# TASK PROMPT
In your reply, reproduce every line of the data without any alteration.

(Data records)
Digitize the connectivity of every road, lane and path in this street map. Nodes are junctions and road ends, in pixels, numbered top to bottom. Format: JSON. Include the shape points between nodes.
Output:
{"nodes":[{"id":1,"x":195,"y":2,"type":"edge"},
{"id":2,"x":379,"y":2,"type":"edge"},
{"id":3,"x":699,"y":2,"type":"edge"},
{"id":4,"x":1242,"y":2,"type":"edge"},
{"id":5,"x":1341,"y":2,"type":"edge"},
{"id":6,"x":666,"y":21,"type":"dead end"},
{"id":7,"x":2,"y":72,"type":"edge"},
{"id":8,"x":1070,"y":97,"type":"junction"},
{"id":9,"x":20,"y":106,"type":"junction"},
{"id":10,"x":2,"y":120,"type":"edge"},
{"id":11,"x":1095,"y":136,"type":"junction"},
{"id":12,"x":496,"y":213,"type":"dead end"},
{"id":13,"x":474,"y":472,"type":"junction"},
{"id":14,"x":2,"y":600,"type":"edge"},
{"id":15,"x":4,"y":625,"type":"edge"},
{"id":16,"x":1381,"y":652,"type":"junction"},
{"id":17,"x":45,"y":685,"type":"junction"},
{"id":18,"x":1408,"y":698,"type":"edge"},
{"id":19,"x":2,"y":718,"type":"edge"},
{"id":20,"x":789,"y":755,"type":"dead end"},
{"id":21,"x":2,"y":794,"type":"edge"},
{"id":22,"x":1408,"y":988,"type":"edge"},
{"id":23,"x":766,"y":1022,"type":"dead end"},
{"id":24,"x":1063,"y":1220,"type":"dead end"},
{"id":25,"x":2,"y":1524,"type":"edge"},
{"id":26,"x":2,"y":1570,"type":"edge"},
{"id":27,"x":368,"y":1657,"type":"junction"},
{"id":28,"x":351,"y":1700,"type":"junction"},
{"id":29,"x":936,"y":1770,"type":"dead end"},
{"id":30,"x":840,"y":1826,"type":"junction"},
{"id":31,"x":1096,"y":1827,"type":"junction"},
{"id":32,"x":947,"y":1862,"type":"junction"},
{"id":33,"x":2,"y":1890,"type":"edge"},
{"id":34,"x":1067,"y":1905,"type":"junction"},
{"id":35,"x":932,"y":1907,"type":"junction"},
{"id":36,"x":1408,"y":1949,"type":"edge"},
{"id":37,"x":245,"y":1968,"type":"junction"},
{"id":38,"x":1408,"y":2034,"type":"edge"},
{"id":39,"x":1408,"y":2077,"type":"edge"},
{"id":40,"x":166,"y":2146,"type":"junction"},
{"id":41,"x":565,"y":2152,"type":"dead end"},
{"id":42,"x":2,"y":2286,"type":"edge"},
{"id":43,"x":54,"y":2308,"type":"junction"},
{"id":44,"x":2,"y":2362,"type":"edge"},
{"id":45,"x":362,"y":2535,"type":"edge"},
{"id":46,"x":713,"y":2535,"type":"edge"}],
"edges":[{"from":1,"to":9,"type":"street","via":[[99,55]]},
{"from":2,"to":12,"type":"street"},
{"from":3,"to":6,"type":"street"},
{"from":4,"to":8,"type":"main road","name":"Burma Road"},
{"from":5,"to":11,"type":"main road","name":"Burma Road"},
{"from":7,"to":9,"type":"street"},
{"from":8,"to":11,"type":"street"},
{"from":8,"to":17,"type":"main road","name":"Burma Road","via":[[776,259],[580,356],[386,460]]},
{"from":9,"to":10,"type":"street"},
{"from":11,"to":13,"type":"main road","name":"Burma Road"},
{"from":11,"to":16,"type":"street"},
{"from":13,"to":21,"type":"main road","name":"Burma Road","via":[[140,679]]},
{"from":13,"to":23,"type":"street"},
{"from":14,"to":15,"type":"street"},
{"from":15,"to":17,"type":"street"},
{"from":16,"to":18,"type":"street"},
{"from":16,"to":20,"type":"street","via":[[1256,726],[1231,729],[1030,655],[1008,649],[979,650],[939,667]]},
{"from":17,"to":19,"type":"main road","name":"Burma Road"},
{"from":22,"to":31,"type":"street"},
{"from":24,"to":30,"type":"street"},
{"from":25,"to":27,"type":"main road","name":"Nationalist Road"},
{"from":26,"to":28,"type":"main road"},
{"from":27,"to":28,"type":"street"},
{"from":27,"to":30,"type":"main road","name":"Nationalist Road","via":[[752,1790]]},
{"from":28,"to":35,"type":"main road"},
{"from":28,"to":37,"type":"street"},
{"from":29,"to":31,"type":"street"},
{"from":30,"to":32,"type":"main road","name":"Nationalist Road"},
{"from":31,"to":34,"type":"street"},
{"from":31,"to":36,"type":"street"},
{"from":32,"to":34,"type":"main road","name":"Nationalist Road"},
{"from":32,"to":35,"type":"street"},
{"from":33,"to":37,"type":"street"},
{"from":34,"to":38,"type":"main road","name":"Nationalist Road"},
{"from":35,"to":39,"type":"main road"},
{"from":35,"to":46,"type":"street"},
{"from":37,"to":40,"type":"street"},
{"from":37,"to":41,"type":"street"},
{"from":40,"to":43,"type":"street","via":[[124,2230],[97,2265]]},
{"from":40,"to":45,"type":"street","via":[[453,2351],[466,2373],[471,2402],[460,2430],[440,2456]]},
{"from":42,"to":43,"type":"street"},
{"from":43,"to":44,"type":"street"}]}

# SOLUTION FOR THIS PROBLEM
Digitize the connectivity of every road, lane and path in this street map. Nodes are junctions and road ends, in pixels, numbered top to bottom. Format: JSON. Include the shape points between nodes.
Output:
{"nodes":[{"id":1,"x":195,"y":2,"type":"edge"},
{"id":2,"x":379,"y":2,"type":"edge"},
{"id":3,"x":699,"y":2,"type":"edge"},
{"id":4,"x":1242,"y":2,"type":"edge"},
{"id":5,"x":1341,"y":2,"type":"edge"},
{"id":6,"x":666,"y":21,"type":"dead end"},
{"id":7,"x":2,"y":72,"type":"edge"},
{"id":8,"x":1070,"y":97,"type":"junction"},
{"id":9,"x":20,"y":106,"type":"junction"},
{"id":10,"x":2,"y":120,"type":"edge"},
{"id":11,"x":1095,"y":136,"type":"junction"},
{"id":12,"x":496,"y":213,"type":"dead end"},
{"id":13,"x":474,"y":472,"type":"junction"},
{"id":14,"x":2,"y":600,"type":"edge"},
{"id":15,"x":4,"y":625,"type":"edge"},
{"id":16,"x":1381,"y":652,"type":"junction"},
{"id":17,"x":45,"y":685,"type":"junction"},
{"id":18,"x":1408,"y":698,"type":"edge"},
{"id":19,"x":2,"y":718,"type":"edge"},
{"id":20,"x":789,"y":755,"type":"dead end"},
{"id":21,"x":2,"y":794,"type":"edge"},
{"id":22,"x":1408,"y":988,"type":"edge"},
{"id":23,"x":766,"y":1022,"type":"dead end"},
{"id":24,"x":1063,"y":1220,"type":"dead end"},
{"id":25,"x":2,"y":1524,"type":"edge"},
{"id":26,"x":2,"y":1570,"type":"edge"},
{"id":27,"x":368,"y":1657,"type":"junction"},
{"id":28,"x":351,"y":1700,"type":"junction"},
{"id":29,"x":936,"y":1770,"type":"dead end"},
{"id":30,"x":840,"y":1826,"type":"junction"},
{"id":31,"x":1096,"y":1827,"type":"junction"},
{"id":32,"x":947,"y":1862,"type":"junction"},
{"id":33,"x":2,"y":1890,"type":"edge"},
{"id":34,"x":1067,"y":1905,"type":"junction"},
{"id":35,"x":932,"y":1907,"type":"junction"},
{"id":36,"x":1408,"y":1949,"type":"edge"},
{"id":37,"x":245,"y":1968,"type":"junction"},
{"id":38,"x":1408,"y":2034,"type":"edge"},
{"id":39,"x":1408,"y":2077,"type":"edge"},
{"id":40,"x":166,"y":2146,"type":"junction"},
{"id":41,"x":565,"y":2152,"type":"dead end"},
{"id":42,"x":2,"y":2286,"type":"edge"},
{"id":43,"x":54,"y":2308,"type":"junction"},
{"id":44,"x":2,"y":2362,"type":"edge"},
{"id":45,"x":362,"y":2535,"type":"edge"},
{"id":46,"x":713,"y":2535,"type":"edge"}],
"edges":[{"from":1,"to":9,"type":"street","via":[[99,55]]},
{"from":2,"to":12,"type":"street"},
{"from":3,"to":6,"type":"street"},
{"from":4,"to":8,"type":"main road","name":"Burma Road"},
{"from":5,"to":11,"type":"main road","name":"Burma Road"},
{"from":7,"to":9,"type":"street"},
{"from":8,"to":11,"type":"street"},
{"from":8,"to":17,"type":"main road","name":"Burma Road","via":[[776,259],[580,356],[386,460]]},
{"from":9,"to":10,"type":"street"},
{"from":11,"to":13,"type":"main road","name":"Burma Road"},
{"from":11,"to":16,"type":"street"},
{"from":13,"to":21,"type":"main road","name":"Burma Road","via":[[140,679]]},
{"from":13,"to":23,"type":"street"},
{"from":14,"to":15,"type":"street"},
{"from":15,"to":17,"type":"street"},
{"from":16,"to":18,"type":"street"},
{"from":16,"to":20,"type":"street","via":[[1256,726],[1231,729],[1030,655],[1008,649],[979,650],[939,667]]},
{"from":17,"to":19,"type":"main road","name":"Burma Road"},
{"from":22,"to":31,"type":"street"},
{"from":24,"to":30,"type":"street"},
{"from":25,"to":27,"type":"main road","name":"Nationalist Road"},
{"from":26,"to":28,"type":"main road"},
{"from":27,"to":28,"type":"street"},
{"from":27,"to":30,"type":"main road","name":"Nationalist Road","via":[[752,1790]]},
{"from":28,"to":35,"type":"main road"},
{"from":28,"to":37,"type":"street"},
{"from":29,"to":31,"type":"street"},
{"from":30,"to":32,"type":"main road","name":"Nationalist Road"},
{"from":31,"to":34,"type":"street"},
{"from":31,"to":36,"type":"street"},
{"from":32,"to":34,"type":"main road","name":"Nationalist Road"},
{"from":32,"to":35,"type":"street"},
{"from":33,"to":37,"type":"street"},
{"from":34,"to":38,"type":"main road","name":"Nationalist Road"},
{"from":35,"to":39,"type":"main road"},
{"from":35,"to":46,"type":"street"},
{"from":37,"to":40,"type":"street"},
{"from":37,"to":41,"type":"street"},
{"from":40,"to":43,"type":"street","via":[[124,2230],[97,2265]]},
{"from":40,"to":45,"type":"street","via":[[453,2351],[466,2373],[471,2402],[460,2430],[440,2456]]},
{"from":42,"to":43,"type":"street"},
{"from":43,"to":44,"type":"street"}]}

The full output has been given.